Mais que voulez-vous que nous retenions à la fin ? A cette question que le président a adressée et à l’accusé, et au témoin, le général Diendéré a déclaré qu’il ne pouvait pas alors oublier l’autorisation accordée à son subalterne. Et Urbain Meda de noter que c’est la parole de l’accusé contre celle du témoin et que la chambre, au moment de délibérer saura se débrouiller avec les éléments dont elle dispose.
La mission de Koudougou
A la rescousse de Gilbert Diendéré, son avocat, Me Abdoul Latif Dabo a relevé des contradictions entre les propos du témoin à la barre et celles tenues devant le juge d’instruction. « Vous avez dit que vous êtes revenu de Tenkodogo où vous avez été rendre visite à votre frère ». Pas exact, « mes propos n’ont certainement pas été fidèlement transcrits », a répondu Léonard Gambo. Pour Me Olivier Yelkouni, un autre conseil de Diendéré, Gambo et d’autres témoins affirment avoir vu le général à des endroits différents le 15 octobre et la défense saura démonter leurs arguments en temps opportun.

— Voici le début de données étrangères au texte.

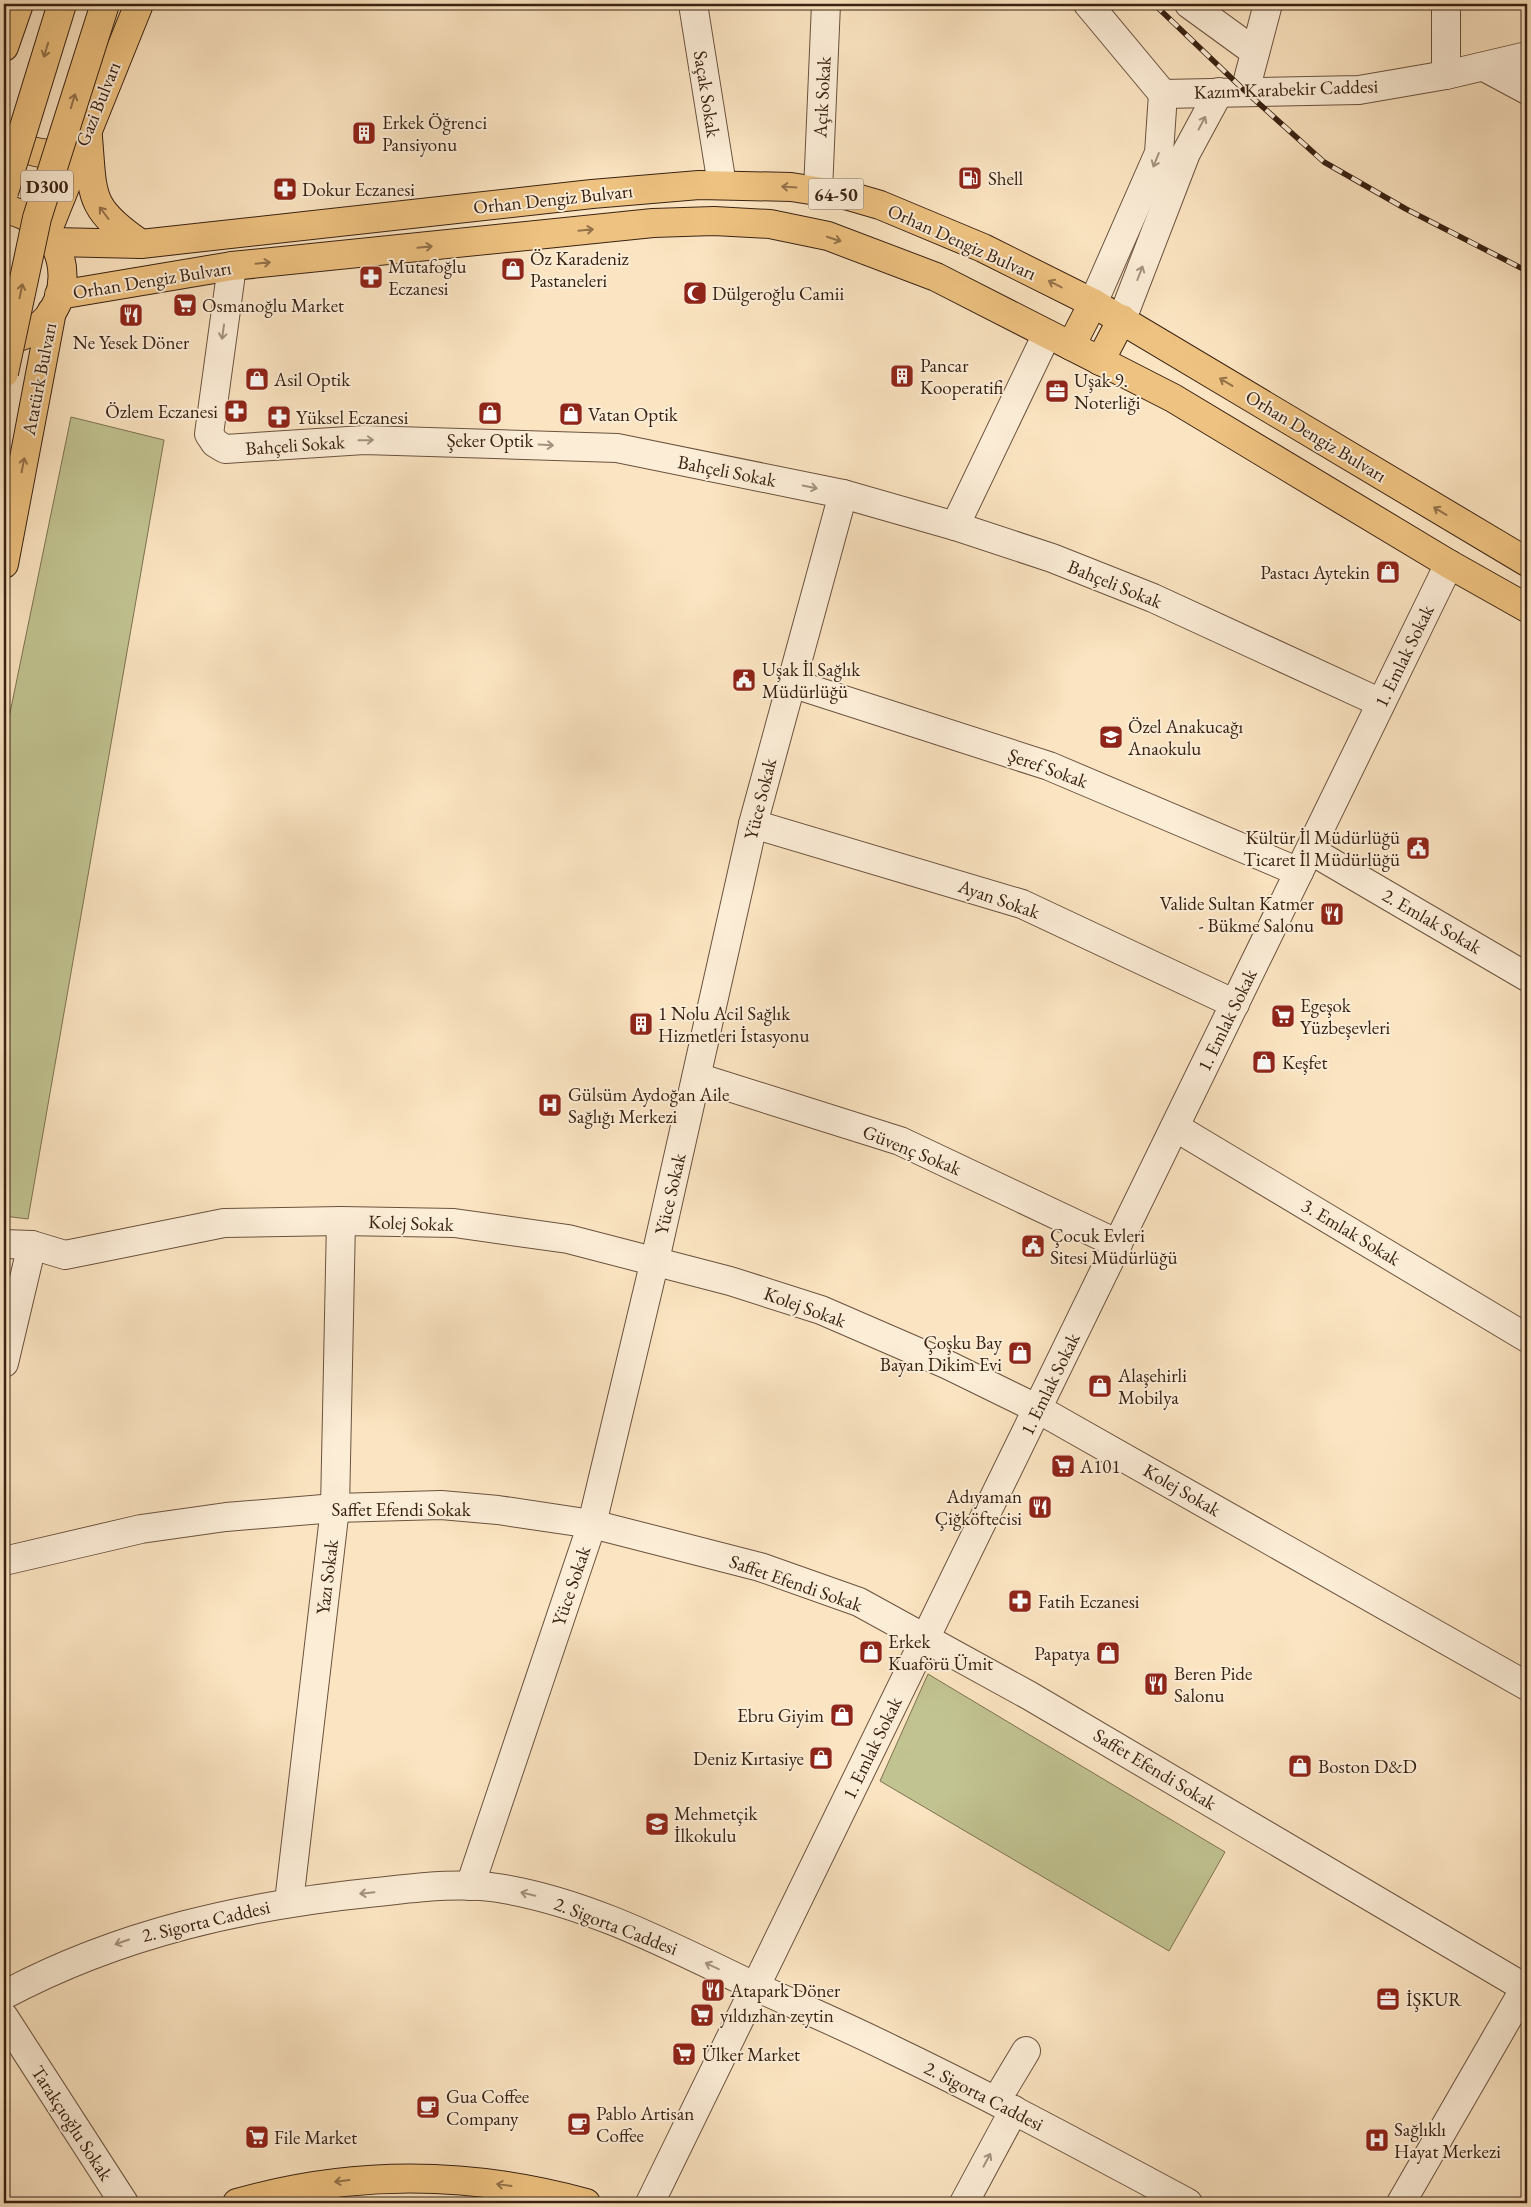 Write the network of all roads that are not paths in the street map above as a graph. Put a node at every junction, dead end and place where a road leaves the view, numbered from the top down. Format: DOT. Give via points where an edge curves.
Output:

Interrogeant Léonard Gambo sur un aspect que ce dernier n’aurait pas voulu évoquer, la partie civile a souhaité que le témoin dise ce qu’il sait d’une mission à Koudougou quelques temps après le coup d’Etat du 15 octobre et dont il a fait partie. « Il semble que vous y avez été envoyé pour neutraliser le Bataillon d’intervention aéroporté (BIA) ? », a interrogé Me Kam. « Effectivement, il y a eu des combats et les éléments du bataillon ont été mis en déroute », a déclaré le témoin qui dit n’avoir pas enregistré de mort lors de cette mission. Léonard Gambo dit avoir reçu cette mission de Gilbert Diendéré. Et ce dernier à nier toute responsabilité dans cette mission, expliquant qu’elle était l’initiative du commandant du Haut commandement des forces armées populaires d’alors, Jean-Baptiste Lingani et les comptes rendus étaient faits au chef d’un groupement des forces qui composaient la mission.
Après l’officier retraité, Arzouma Lankoandé, un autre témoin, a été appelé à la barre. Lui aussi dit avoir aperçu le général Diendéré au Conseil peu avant l’assaut.